Task instructions:
A single total is needed, the number of lines of this listing that contain the string "Iliongränden".

Records for the exercise:
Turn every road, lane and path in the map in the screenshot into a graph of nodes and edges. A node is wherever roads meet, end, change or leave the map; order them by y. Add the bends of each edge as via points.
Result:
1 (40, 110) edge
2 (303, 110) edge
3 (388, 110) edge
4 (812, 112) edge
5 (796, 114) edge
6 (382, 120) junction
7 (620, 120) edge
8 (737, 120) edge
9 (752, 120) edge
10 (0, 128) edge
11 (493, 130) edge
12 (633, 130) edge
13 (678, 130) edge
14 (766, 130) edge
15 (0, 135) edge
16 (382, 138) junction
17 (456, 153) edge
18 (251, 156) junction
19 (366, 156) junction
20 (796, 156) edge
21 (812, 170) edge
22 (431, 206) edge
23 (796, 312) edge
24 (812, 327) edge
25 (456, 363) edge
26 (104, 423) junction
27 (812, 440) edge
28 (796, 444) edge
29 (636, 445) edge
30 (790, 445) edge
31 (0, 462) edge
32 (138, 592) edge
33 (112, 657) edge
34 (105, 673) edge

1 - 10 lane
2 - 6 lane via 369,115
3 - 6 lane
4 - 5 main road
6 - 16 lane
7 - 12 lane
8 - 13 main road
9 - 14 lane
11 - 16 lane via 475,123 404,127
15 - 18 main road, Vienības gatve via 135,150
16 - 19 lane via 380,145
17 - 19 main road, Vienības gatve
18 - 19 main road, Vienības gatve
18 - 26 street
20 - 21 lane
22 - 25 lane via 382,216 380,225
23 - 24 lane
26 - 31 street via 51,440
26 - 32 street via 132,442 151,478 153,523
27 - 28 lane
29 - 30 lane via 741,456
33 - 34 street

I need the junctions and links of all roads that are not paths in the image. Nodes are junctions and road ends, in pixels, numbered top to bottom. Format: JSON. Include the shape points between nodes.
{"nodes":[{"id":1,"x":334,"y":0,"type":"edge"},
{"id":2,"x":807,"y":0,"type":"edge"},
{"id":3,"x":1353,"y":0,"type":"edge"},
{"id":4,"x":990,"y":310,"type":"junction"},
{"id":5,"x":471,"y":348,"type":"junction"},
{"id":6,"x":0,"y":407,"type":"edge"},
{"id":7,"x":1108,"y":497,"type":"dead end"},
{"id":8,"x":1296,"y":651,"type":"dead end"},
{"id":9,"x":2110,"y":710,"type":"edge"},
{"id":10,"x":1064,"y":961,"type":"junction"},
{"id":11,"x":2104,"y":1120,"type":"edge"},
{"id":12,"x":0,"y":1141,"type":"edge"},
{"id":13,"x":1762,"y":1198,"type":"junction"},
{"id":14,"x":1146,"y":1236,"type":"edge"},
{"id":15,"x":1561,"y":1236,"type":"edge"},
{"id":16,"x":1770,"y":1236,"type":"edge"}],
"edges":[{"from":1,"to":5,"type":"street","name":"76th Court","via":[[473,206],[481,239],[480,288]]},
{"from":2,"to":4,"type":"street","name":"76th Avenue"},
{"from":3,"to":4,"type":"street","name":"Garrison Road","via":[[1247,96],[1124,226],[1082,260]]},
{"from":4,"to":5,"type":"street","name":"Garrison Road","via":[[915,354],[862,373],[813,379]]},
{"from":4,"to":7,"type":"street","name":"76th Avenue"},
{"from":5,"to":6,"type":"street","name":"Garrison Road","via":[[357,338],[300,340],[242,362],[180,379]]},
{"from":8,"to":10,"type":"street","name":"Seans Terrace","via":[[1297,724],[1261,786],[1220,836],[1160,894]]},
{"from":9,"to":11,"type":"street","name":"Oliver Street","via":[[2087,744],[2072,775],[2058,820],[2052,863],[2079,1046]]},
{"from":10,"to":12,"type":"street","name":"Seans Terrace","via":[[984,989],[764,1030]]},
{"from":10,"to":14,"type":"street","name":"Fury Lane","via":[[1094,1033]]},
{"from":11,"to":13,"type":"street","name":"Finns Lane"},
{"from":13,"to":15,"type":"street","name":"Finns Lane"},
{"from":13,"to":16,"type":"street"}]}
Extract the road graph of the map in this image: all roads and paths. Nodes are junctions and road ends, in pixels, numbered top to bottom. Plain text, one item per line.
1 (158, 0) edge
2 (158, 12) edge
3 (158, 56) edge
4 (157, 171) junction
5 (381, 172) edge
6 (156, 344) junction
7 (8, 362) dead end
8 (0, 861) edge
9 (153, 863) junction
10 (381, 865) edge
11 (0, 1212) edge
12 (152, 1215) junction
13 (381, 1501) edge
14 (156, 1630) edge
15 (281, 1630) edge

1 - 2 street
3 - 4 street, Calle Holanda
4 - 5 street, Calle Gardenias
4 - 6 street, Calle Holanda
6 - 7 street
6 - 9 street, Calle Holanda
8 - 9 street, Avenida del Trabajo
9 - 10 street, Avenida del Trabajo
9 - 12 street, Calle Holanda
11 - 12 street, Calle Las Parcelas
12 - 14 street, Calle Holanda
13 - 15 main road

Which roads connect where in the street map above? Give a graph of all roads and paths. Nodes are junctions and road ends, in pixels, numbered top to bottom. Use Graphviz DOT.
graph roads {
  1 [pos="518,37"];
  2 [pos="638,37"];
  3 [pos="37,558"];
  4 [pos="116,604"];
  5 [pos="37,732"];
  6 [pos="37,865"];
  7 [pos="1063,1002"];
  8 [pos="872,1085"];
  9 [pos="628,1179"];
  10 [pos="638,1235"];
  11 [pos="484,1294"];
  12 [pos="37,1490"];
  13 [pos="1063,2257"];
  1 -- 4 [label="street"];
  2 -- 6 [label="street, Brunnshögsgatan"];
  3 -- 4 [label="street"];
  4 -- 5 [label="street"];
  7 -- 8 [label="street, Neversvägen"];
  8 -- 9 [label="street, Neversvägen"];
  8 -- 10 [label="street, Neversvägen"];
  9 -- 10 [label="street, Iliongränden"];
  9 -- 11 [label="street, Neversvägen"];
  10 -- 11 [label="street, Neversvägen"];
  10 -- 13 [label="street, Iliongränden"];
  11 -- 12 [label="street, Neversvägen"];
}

Answer to this task:
2